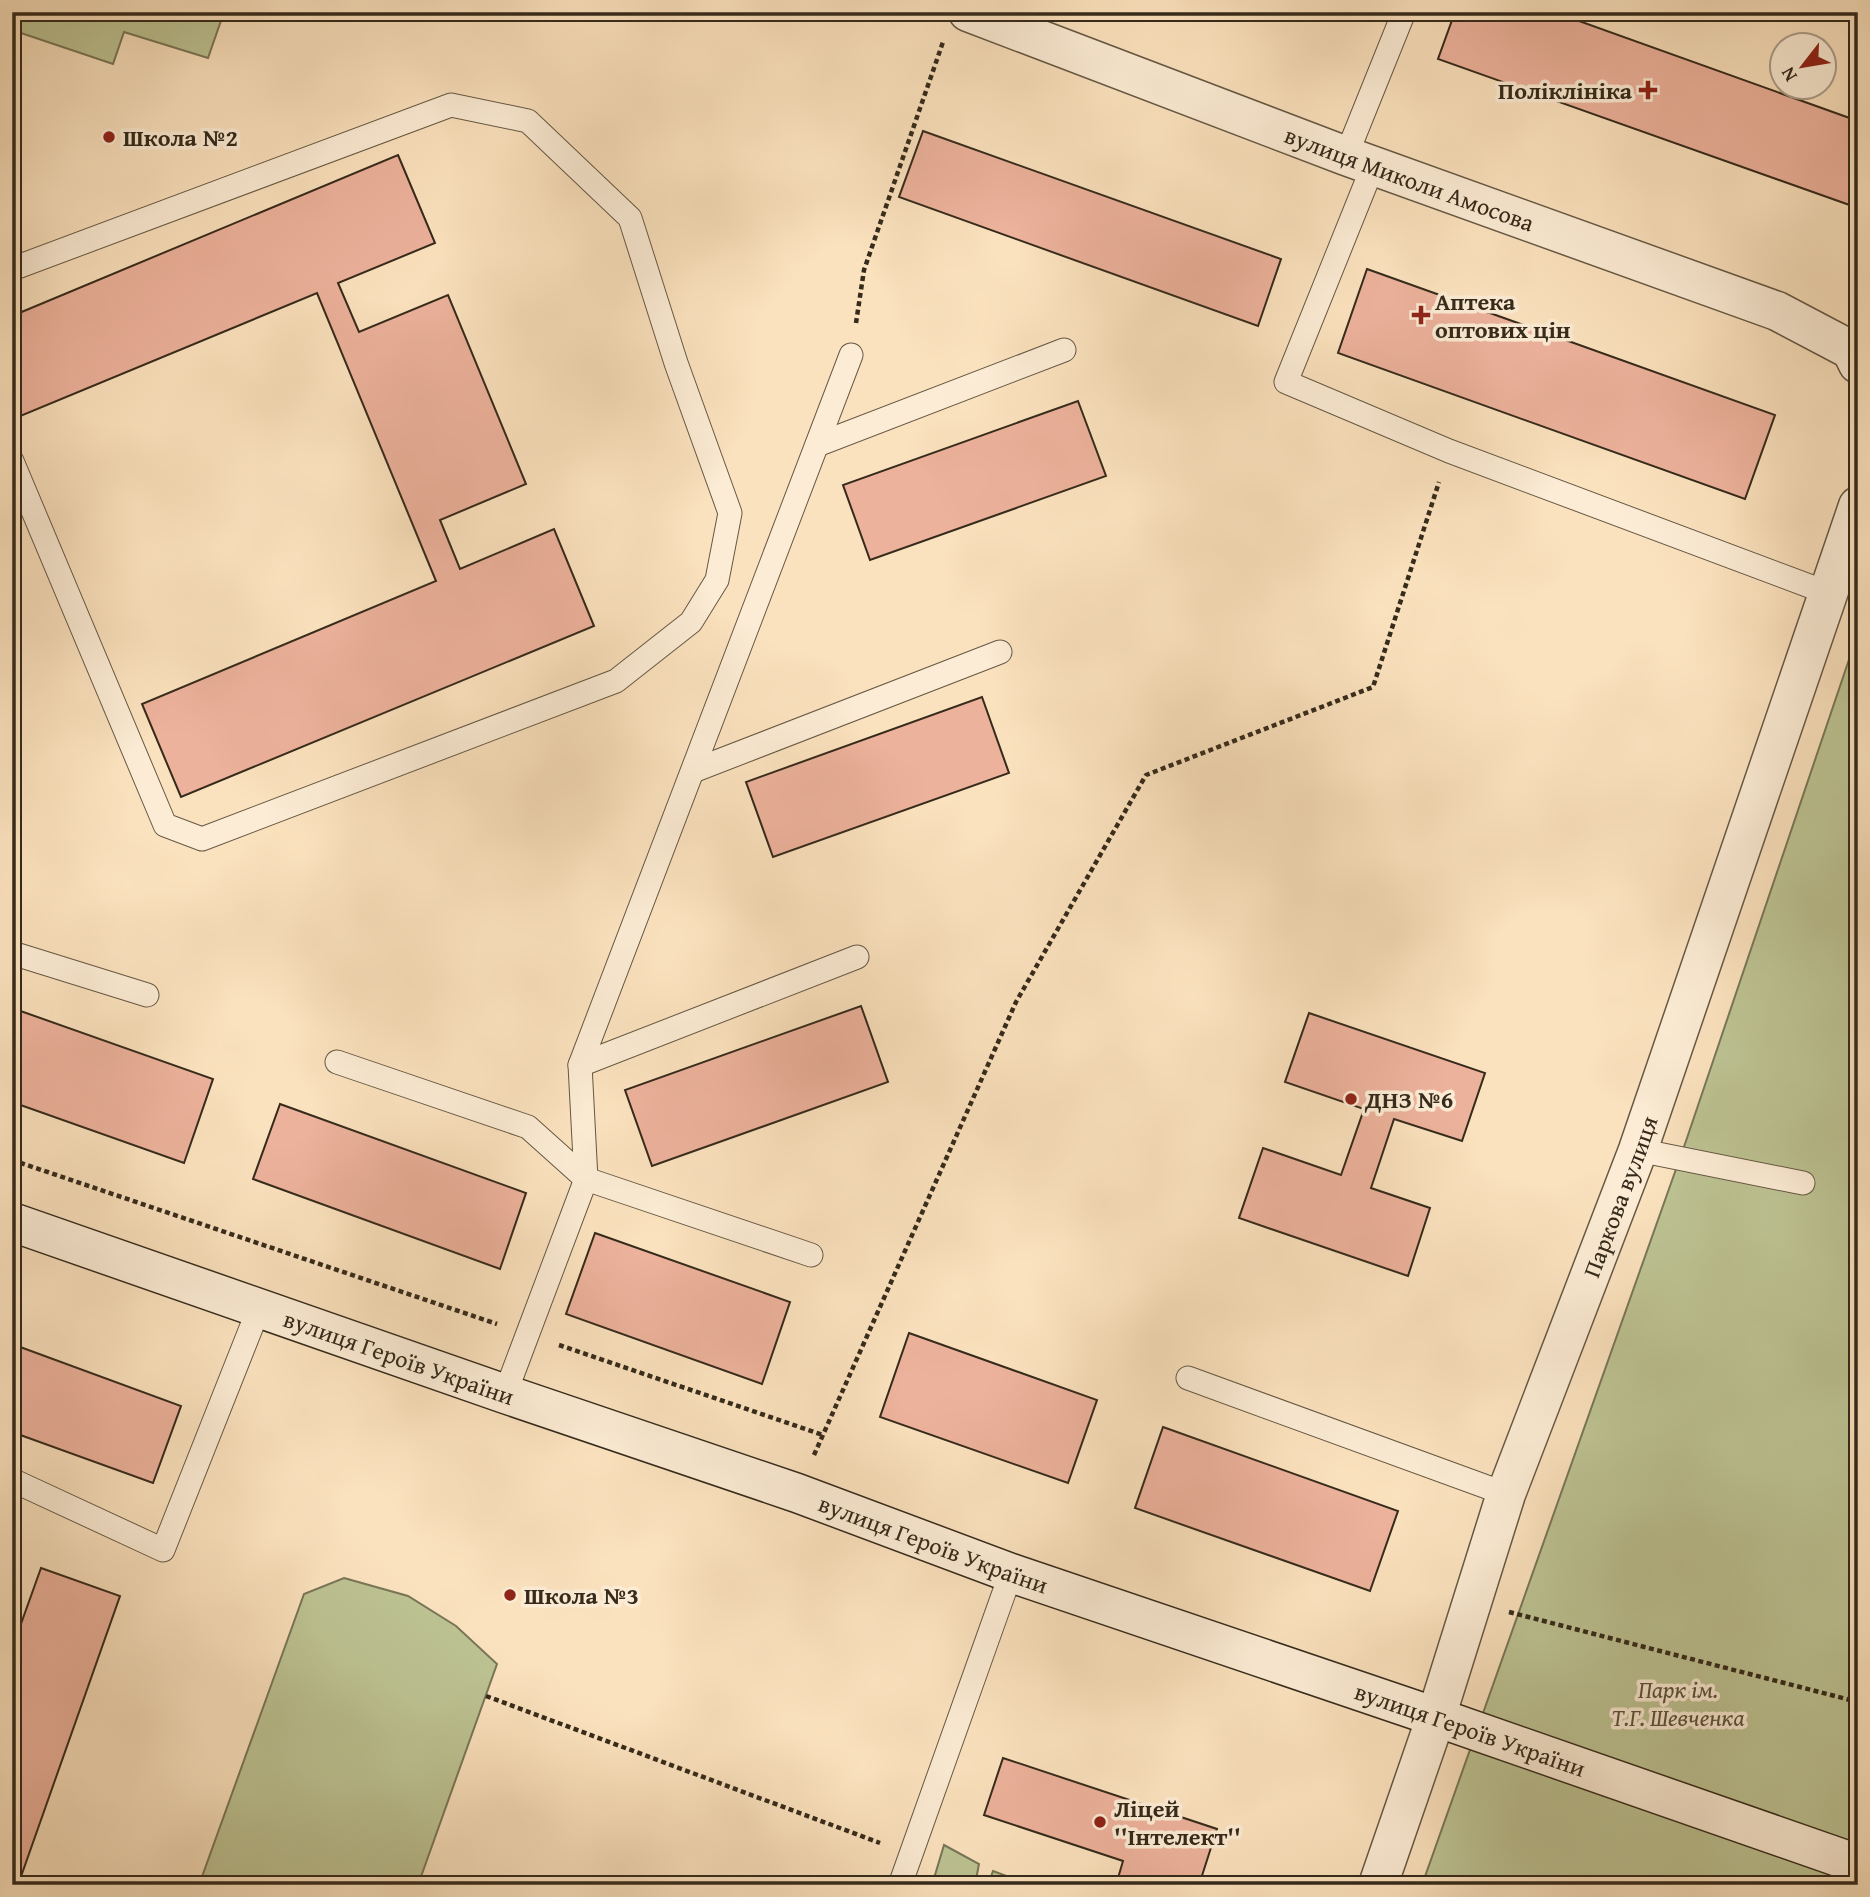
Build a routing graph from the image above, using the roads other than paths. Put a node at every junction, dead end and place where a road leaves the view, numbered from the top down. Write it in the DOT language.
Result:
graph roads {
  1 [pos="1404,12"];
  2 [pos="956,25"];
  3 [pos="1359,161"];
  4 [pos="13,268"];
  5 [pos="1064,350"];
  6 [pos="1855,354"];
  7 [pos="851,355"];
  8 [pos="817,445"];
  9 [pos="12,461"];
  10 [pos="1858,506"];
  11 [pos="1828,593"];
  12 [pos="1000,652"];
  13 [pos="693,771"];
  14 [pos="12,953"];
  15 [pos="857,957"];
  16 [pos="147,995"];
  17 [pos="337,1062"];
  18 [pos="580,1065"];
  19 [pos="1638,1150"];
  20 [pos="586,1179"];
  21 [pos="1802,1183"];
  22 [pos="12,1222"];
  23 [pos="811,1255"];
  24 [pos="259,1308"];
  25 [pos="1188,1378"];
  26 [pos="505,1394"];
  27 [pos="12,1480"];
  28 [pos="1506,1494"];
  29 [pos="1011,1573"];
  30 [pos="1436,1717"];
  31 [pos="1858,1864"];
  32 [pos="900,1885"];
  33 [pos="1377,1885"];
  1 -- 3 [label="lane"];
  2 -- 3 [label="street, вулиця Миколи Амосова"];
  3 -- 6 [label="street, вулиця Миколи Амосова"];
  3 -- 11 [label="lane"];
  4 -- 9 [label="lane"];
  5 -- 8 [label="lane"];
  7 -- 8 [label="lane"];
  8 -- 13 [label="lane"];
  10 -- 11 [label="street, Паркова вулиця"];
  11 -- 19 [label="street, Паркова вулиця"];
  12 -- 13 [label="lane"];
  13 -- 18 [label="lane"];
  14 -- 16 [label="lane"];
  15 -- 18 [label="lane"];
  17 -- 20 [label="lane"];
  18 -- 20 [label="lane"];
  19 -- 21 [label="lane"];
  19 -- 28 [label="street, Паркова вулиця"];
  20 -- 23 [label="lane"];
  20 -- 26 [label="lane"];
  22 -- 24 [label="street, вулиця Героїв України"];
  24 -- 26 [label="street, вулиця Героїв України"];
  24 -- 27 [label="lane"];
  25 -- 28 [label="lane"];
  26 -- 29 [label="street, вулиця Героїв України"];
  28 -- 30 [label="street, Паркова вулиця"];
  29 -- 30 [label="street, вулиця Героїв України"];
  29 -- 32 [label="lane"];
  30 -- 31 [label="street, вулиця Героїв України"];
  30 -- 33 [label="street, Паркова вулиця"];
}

...

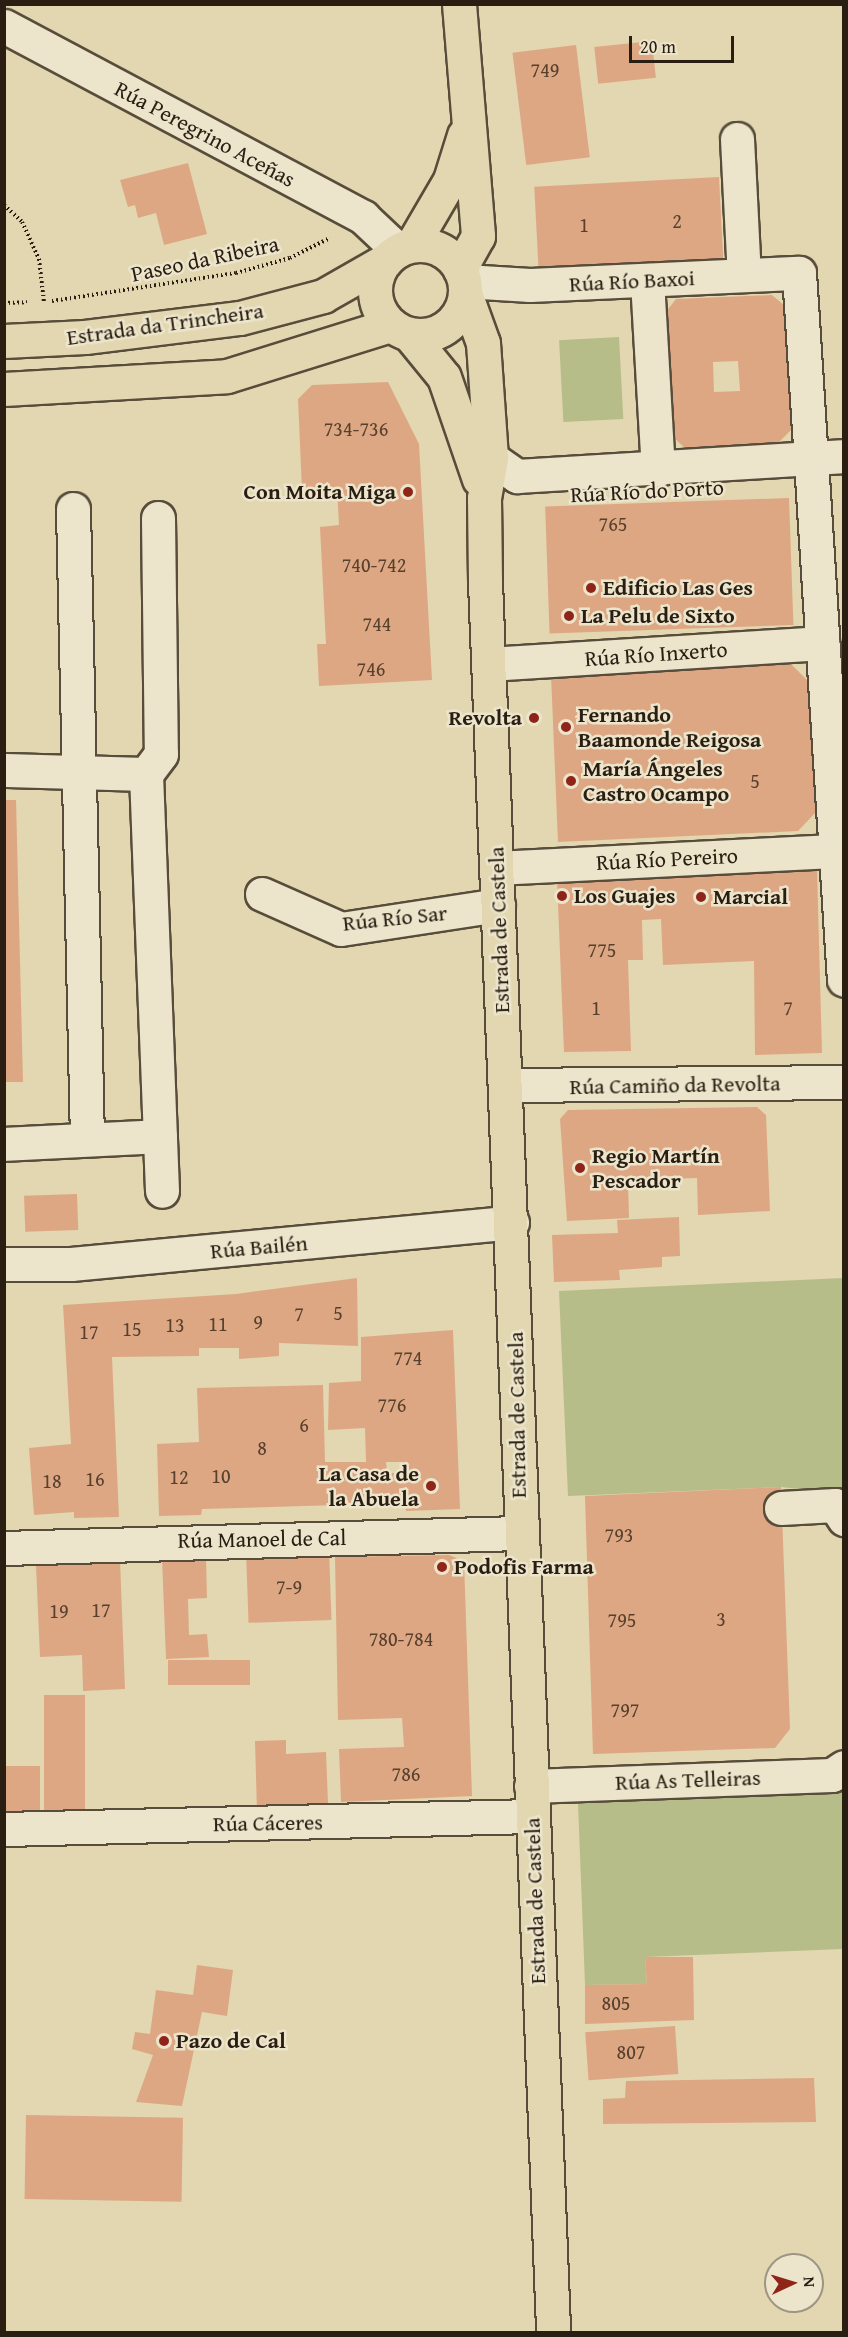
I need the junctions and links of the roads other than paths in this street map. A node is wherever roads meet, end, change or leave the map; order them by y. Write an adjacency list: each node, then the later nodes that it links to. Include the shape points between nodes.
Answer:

--

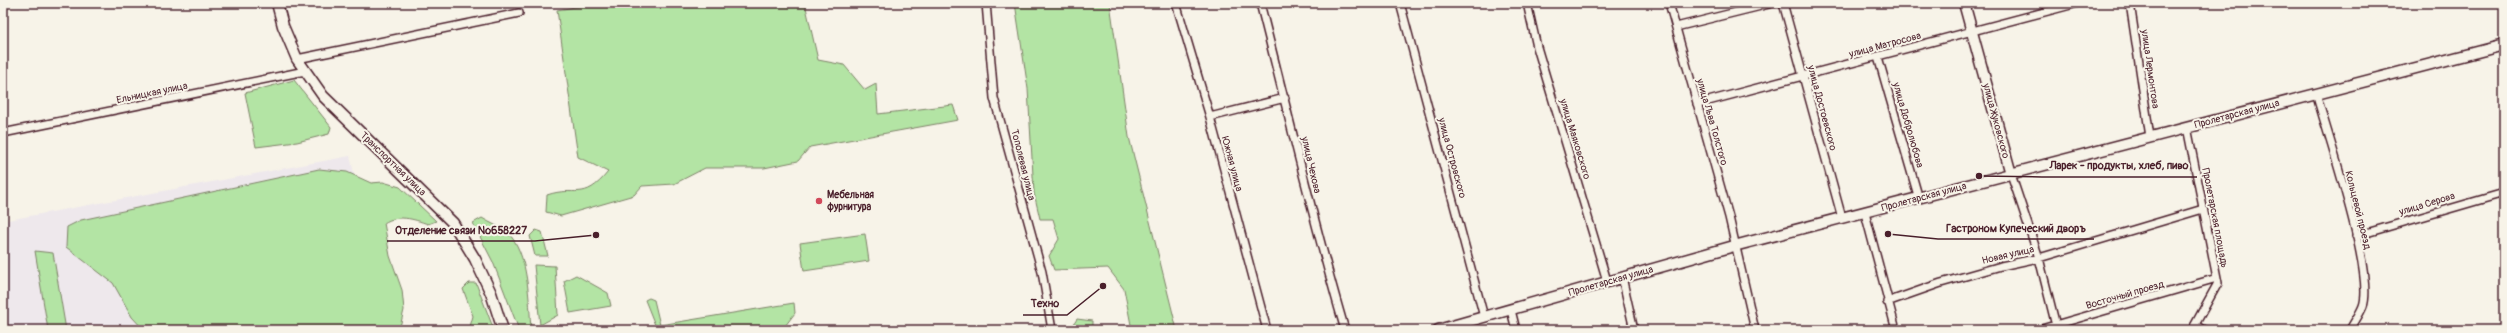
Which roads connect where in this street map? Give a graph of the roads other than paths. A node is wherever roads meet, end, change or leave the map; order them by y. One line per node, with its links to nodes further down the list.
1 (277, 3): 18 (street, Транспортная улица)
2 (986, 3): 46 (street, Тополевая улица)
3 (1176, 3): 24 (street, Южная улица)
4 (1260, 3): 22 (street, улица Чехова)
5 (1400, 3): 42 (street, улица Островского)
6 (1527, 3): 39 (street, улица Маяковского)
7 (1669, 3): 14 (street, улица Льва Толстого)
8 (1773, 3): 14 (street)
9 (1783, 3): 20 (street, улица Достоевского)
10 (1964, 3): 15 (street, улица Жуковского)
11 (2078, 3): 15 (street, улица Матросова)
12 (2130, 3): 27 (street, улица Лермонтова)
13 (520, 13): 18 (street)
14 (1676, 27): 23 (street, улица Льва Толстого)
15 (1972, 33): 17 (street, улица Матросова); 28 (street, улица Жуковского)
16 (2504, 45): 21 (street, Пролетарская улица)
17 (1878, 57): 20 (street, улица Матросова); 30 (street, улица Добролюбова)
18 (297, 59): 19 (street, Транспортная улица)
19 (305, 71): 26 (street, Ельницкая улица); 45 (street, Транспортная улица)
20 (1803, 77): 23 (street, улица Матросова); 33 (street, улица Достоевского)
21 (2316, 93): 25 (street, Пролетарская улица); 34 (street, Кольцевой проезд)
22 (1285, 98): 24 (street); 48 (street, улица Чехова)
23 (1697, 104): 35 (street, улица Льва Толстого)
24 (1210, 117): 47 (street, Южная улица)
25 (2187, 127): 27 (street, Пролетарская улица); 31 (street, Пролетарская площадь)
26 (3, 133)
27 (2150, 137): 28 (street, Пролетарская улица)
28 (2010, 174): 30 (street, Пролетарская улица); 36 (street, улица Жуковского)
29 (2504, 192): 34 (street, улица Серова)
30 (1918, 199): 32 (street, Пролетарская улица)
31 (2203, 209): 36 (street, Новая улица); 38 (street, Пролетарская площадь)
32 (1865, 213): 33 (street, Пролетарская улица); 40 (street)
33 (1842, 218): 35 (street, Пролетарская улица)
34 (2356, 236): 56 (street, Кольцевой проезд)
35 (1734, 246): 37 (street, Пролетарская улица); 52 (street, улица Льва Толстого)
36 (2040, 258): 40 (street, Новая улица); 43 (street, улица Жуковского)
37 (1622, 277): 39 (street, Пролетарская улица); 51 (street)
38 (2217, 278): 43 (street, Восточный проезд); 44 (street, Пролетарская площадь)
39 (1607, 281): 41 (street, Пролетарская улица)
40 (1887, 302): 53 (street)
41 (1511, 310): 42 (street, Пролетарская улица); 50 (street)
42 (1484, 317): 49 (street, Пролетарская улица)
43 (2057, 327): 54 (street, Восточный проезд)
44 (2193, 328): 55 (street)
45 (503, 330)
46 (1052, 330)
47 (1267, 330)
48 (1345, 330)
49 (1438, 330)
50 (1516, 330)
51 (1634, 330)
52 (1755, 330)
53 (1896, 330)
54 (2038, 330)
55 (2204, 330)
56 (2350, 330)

What you have to do:
Read the entries and show each line that mentions "Write".

Task output:
Build a routing graph from the image above, using the roads other than paths. Put a node at every junction, dead end and place where a road leaves the view, numbered from the top down. Write it in the DOT language.
I need the junctions and links of the roads other than paths in this street map. A node is wherever roads meet, end, change or leave the map; order them by y. Write an adjacency list: each node, then the later nodes that it links to. Include the shape points between nodes.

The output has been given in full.